What the task asks:
Please return the lines of the data that contain "Osage".

Saved data entries
----------

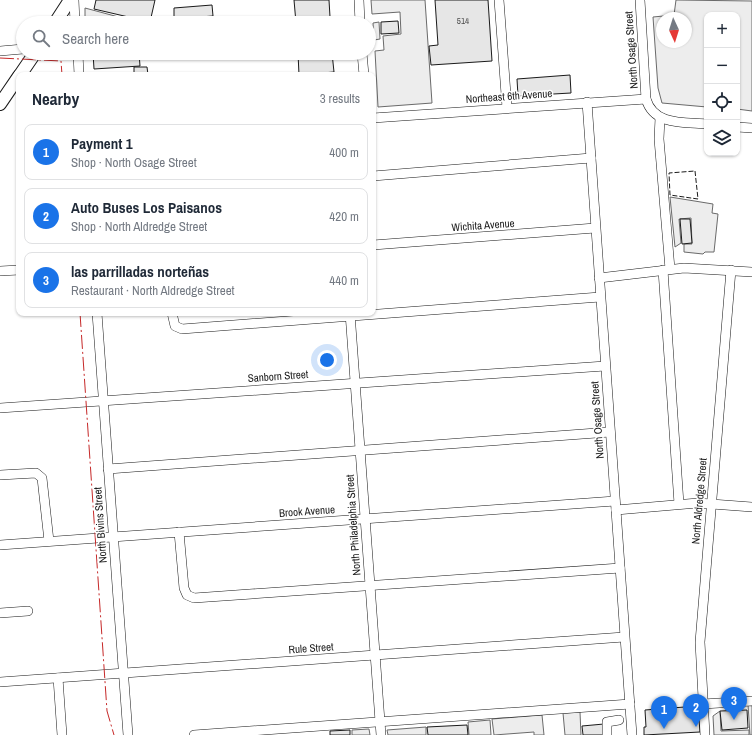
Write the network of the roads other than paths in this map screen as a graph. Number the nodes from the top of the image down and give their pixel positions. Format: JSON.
{"nodes":[{"id":1,"x":70,"y":0,"type":"edge"},
{"id":2,"x":74,"y":0,"type":"edge"},
{"id":3,"x":359,"y":0,"type":"edge"},
{"id":4,"x":499,"y":0,"type":"edge"},
{"id":5,"x":640,"y":0,"type":"edge"},
{"id":6,"x":60,"y":16,"type":"edge"},
{"id":7,"x":75,"y":16,"type":"edge"},
{"id":8,"x":360,"y":16,"type":"edge"},
{"id":9,"x":16,"y":50,"type":"edge"},
{"id":10,"x":0,"y":51,"type":"edge"},
{"id":11,"x":30,"y":60,"type":"edge"},
{"id":12,"x":77,"y":60,"type":"edge"},
{"id":13,"x":363,"y":60,"type":"edge"},
{"id":14,"x":23,"y":72,"type":"edge"},
{"id":15,"x":79,"y":72,"type":"edge"},
{"id":16,"x":364,"y":72,"type":"edge"},
{"id":17,"x":16,"y":82,"type":"edge"},
{"id":18,"x":646,"y":99,"type":"junction"},
{"id":19,"x":587,"y":102,"type":"junction"},
{"id":20,"x":0,"y":104,"type":"edge"},
{"id":21,"x":507,"y":108,"type":"junction"},
{"id":22,"x":376,"y":118,"type":"edge"},
{"id":23,"x":660,"y":118,"type":"junction"},
{"id":24,"x":704,"y":124,"type":"edge"},
{"id":25,"x":740,"y":126,"type":"edge"},
{"id":26,"x":752,"y":128,"type":"edge"},
{"id":27,"x":590,"y":158,"type":"junction"},
{"id":28,"x":376,"y":176,"type":"edge"},
{"id":29,"x":595,"y":228,"type":"junction"},
{"id":30,"x":376,"y":245,"type":"edge"},
{"id":31,"x":666,"y":269,"type":"junction"},
{"id":32,"x":16,"y":270,"type":"edge"},
{"id":33,"x":731,"y":270,"type":"junction"},
{"id":34,"x":0,"y":271,"type":"edge"},
{"id":35,"x":752,"y":272,"type":"edge"},
{"id":36,"x":599,"y":278,"type":"junction"},
{"id":37,"x":600,"y":297,"type":"junction"},
{"id":38,"x":376,"y":312,"type":"edge"},
{"id":39,"x":97,"y":316,"type":"edge"},
{"id":40,"x":173,"y":316,"type":"edge"},
{"id":41,"x":327,"y":316,"type":"edge"},
{"id":42,"x":351,"y":316,"type":"edge"},
{"id":43,"x":605,"y":366,"type":"junction"},
{"id":44,"x":356,"y":383,"type":"junction"},
{"id":45,"x":103,"y":401,"type":"junction"},
{"id":46,"x":0,"y":408,"type":"edge"},
{"id":47,"x":610,"y":432,"type":"junction"},
{"id":48,"x":360,"y":451,"type":"junction"},
{"id":49,"x":108,"y":469,"type":"junction"},
{"id":50,"x":0,"y":475,"type":"edge"},
{"id":51,"x":710,"y":503,"type":"junction"},
{"id":52,"x":679,"y":504,"type":"junction"},
{"id":53,"x":616,"y":505,"type":"junction"},
{"id":54,"x":752,"y":507,"type":"edge"},
{"id":55,"x":365,"y":519,"type":"junction"},
{"id":56,"x":179,"y":532,"type":"junction"},
{"id":57,"x":113,"y":537,"type":"junction"},
{"id":58,"x":49,"y":541,"type":"junction"},
{"id":59,"x":0,"y":545,"type":"edge"},
{"id":60,"x":620,"y":568,"type":"junction"},
{"id":61,"x":370,"y":586,"type":"junction"},
{"id":62,"x":28,"y":611,"type":"dead end"},
{"id":63,"x":0,"y":613,"type":"edge"},
{"id":64,"x":624,"y":637,"type":"junction"},
{"id":65,"x":375,"y":655,"type":"junction"},
{"id":66,"x":123,"y":674,"type":"junction"},
{"id":67,"x":58,"y":678,"type":"junction"},
{"id":68,"x":0,"y":682,"type":"edge"},
{"id":69,"x":752,"y":701,"type":"edge"},
{"id":70,"x":630,"y":704,"type":"junction"},
{"id":71,"x":703,"y":704,"type":"junction"},
{"id":72,"x":619,"y":720,"type":"dead end"},
{"id":73,"x":380,"y":722,"type":"junction"},
{"id":74,"x":62,"y":735,"type":"edge"},
{"id":75,"x":128,"y":735,"type":"edge"},
{"id":76,"x":194,"y":735,"type":"edge"},
{"id":77,"x":380,"y":735,"type":"edge"},
{"id":78,"x":607,"y":735,"type":"edge"},
{"id":79,"x":632,"y":735,"type":"edge"},
{"id":80,"x":705,"y":735,"type":"edge"}],
"edges":[{"from":1,"to":6,"type":"main road"},
{"from":2,"to":7,"type":"street"},
{"from":3,"to":8,"type":"street"},
{"from":4,"to":21,"type":"street"},
{"from":5,"to":18,"type":"street","name":"North Osage Street"},
{"from":9,"to":10,"type":"street"},
{"from":11,"to":14,"type":"main road"},
{"from":12,"to":15,"type":"street"},
{"from":13,"to":16,"type":"street"},
{"from":17,"to":20,"type":"main road"},
{"from":18,"to":19,"type":"street","name":"Northeast 6th Avenue"},
{"from":18,"to":23,"type":"street"},
{"from":19,"to":21,"type":"street","name":"Northeast 6th Avenue"},
{"from":19,"to":27,"type":"street","name":"North Osage Street"},
{"from":21,"to":22,"type":"street","name":"Northeast 6th Avenue"},
{"from":23,"to":24,"type":"street"},
{"from":23,"to":31,"type":"street"},
{"from":25,"to":26,"type":"street"},
{"from":27,"to":28,"type":"street"},
{"from":27,"to":29,"type":"street","name":"North Osage Street"},
{"from":29,"to":30,"type":"street","name":"Wichita Avenue"},
{"from":29,"to":36,"type":"street","name":"North Osage Street"},
{"from":31,"to":33,"type":"street"},
{"from":31,"to":36,"type":"street"},
{"from":31,"to":52,"type":"street"},
{"from":32,"to":34,"type":"street"},
{"from":33,"to":35,"type":"street"},
{"from":33,"to":51,"type":"street","name":"North Aldredge Street"},
{"from":36,"to":37,"type":"street","name":"North Osage Street"},
{"from":37,"to":38,"type":"street"},
{"from":37,"to":43,"type":"street","name":"North Osage Street"},
{"from":39,"to":45,"type":"street","name":"North Bivins Street"},
{"from":40,"to":41,"type":"street"},
{"from":42,"to":44,"type":"street","name":"North Philadelphia Street"},
{"from":43,"to":44,"type":"street","name":"Sanborn Street"},
{"from":43,"to":47,"type":"street","name":"North Osage Street"},
{"from":44,"to":45,"type":"street","name":"Sanborn Street"},
{"from":44,"to":48,"type":"street","name":"North Philadelphia Street"},
{"from":45,"to":46,"type":"street","name":"Sanborn Street"},
{"from":45,"to":49,"type":"street","name":"North Bivins Street"},
{"from":47,"to":48,"type":"street"},
{"from":47,"to":53,"type":"street","name":"North Osage Street"},
{"from":48,"to":49,"type":"street"},
{"from":48,"to":55,"type":"street","name":"North Philadelphia Street"},
{"from":49,"to":57,"type":"street","name":"North Bivins Street"},
{"from":50,"to":58,"type":"street"},
{"from":51,"to":52,"type":"street","name":"Brook Avenue"},
{"from":51,"to":54,"type":"street","name":"Brook Avenue"},
{"from":51,"to":71,"type":"street","name":"North Aldredge Street"},
{"from":52,"to":53,"type":"street","name":"Brook Avenue"},
{"from":53,"to":55,"type":"street","name":"Brook Avenue"},
{"from":53,"to":60,"type":"street","name":"North Osage Street"},
{"from":55,"to":56,"type":"street","name":"Brook Avenue"},
{"from":55,"to":61,"type":"street","name":"North Philadelphia Street"},
{"from":56,"to":57,"type":"street","name":"Brook Avenue"},
{"from":56,"to":61,"type":"street"},
{"from":57,"to":58,"type":"street","name":"Brook Avenue"},
{"from":57,"to":66,"type":"street","name":"North Bivins Street"},
{"from":58,"to":59,"type":"street","name":"Brook Avenue"},
{"from":60,"to":61,"type":"street"},
{"from":60,"to":64,"type":"street","name":"North Osage Street"},
{"from":61,"to":65,"type":"street","name":"North Philadelphia Street"},
{"from":62,"to":63,"type":"street"},
{"from":64,"to":65,"type":"street","name":"Rule Street"},
{"from":64,"to":70,"type":"street","name":"North Osage Street"},
{"from":65,"to":66,"type":"street","name":"Rule Street"},
{"from":65,"to":73,"type":"street","name":"North Philadelphia Street"},
{"from":66,"to":67,"type":"street","name":"Rule Street"},
{"from":66,"to":75,"type":"street","name":"North Bivins Street"},
{"from":67,"to":68,"type":"street","name":"Rule Street"},
{"from":67,"to":74,"type":"street"},
{"from":69,"to":71,"type":"street"},
{"from":70,"to":73,"type":"street"},
{"from":70,"to":79,"type":"street","name":"North Osage Street"},
{"from":71,"to":80,"type":"street","name":"North Aldredge Street"},
{"from":72,"to":78,"type":"street"},
{"from":73,"to":76,"type":"street"},
{"from":73,"to":77,"type":"street","name":"North Philadelphia Street"}]}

----------

Expected answer:
{"from":5,"to":18,"type":"street","name":"North Osage Street"},
{"from":19,"to":27,"type":"street","name":"North Osage Street"},
{"from":27,"to":29,"type":"street","name":"North Osage Street"},
{"from":29,"to":36,"type":"street","name":"North Osage Street"},
{"from":36,"to":37,"type":"street","name":"North Osage Street"},
{"from":37,"to":43,"type":"street","name":"North Osage Street"},
{"from":43,"to":47,"type":"street","name":"North Osage Street"},
{"from":47,"to":53,"type":"street","name":"North Osage Street"},
{"from":53,"to":60,"type":"street","name":"North Osage Street"},
{"from":60,"to":64,"type":"street","name":"North Osage Street"},
{"from":64,"to":70,"type":"street","name":"North Osage Street"},
{"from":70,"to":79,"type":"street","name":"North Osage Street"},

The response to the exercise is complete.